What the task asks =
Each line from the one holding "index pip: (128, 79)" to the last line of the listing must be set down exactly. No pictures are to be included.

-- Data under study follows --

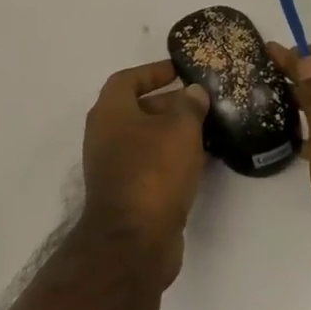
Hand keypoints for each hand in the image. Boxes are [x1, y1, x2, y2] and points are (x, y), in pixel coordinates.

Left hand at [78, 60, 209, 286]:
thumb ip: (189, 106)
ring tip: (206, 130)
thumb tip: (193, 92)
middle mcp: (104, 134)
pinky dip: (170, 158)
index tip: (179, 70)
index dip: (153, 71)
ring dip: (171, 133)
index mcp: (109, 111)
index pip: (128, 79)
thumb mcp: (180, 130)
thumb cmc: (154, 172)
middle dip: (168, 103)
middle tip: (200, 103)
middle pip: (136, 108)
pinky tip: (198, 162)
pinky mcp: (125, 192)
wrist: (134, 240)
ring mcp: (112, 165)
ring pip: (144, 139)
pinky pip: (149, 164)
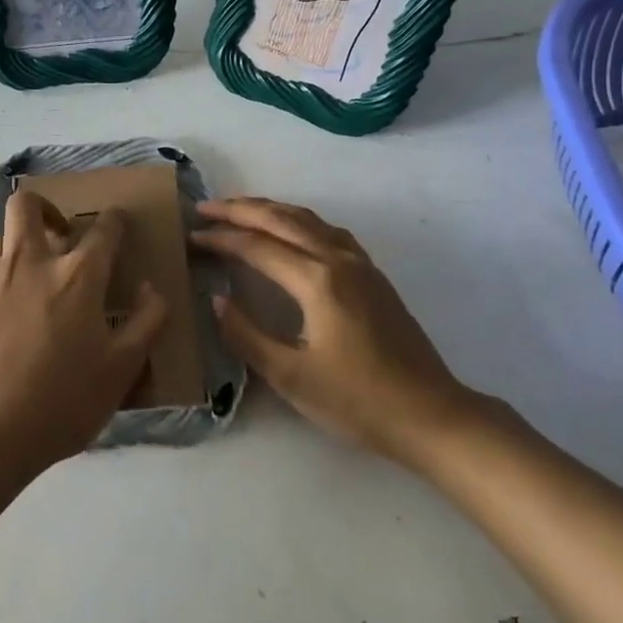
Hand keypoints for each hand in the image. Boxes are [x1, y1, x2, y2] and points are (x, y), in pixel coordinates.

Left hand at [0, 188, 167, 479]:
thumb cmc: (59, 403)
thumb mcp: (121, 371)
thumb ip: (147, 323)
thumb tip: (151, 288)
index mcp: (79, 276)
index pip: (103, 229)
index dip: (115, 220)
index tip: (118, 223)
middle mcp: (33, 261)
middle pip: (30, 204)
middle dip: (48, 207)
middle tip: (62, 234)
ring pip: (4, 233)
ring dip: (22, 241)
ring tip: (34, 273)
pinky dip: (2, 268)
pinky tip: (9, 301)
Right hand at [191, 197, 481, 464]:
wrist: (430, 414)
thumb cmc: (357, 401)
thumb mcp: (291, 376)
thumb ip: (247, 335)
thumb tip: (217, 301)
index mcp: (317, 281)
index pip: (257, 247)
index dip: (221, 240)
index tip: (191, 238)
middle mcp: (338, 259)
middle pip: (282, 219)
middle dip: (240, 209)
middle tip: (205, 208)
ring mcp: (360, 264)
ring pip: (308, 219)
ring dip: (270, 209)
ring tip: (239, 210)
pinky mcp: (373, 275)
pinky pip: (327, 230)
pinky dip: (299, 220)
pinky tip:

-- Data under study concluded --

The completed task =
index pip: (128, 79)
thumb mcp: (180, 130)
thumb cmc: (154, 172)
middle dip: (168, 103)
middle tip: (200, 103)
middle pip: (136, 108)
pinky tip: (198, 162)
pinky mcp: (125, 192)
wrist: (134, 240)
ring mcp: (112, 165)
ring pip: (144, 139)
pinky pip: (149, 164)
Hand keypoints for each hand in the image. Boxes are [x1, y1, x2, y2] and points are (x, y), in pixel coordinates.

Left hand at [0, 188, 167, 479]:
thumb cmc: (59, 403)
thumb mcp: (121, 371)
thumb ip: (147, 323)
thumb tip: (151, 288)
index mcp: (79, 276)
index pip: (103, 229)
index dip: (115, 220)
index tip: (118, 223)
middle mcp: (33, 261)
middle pip: (30, 204)
middle dip: (48, 207)
middle tip: (62, 234)
ring pip: (4, 233)
ring dip: (22, 241)
ring tip: (34, 273)
pinky dip: (2, 268)
pinky tip: (9, 301)
Right hand at [191, 197, 481, 464]:
wrist: (430, 414)
thumb cmc: (357, 401)
thumb mcp: (291, 376)
thumb ip: (247, 335)
thumb tip: (217, 301)
index mcp: (317, 281)
index pip: (257, 247)
index dip: (221, 240)
index tip: (191, 238)
middle mcp: (338, 259)
middle pip: (282, 219)
middle dip: (240, 209)
middle tip: (205, 208)
ring mcp: (360, 264)
ring pip: (308, 219)
ring dip: (270, 209)
ring tip: (239, 210)
pinky mcp: (373, 275)
pinky pip: (327, 230)
pinky dip: (299, 220)
pinky tip:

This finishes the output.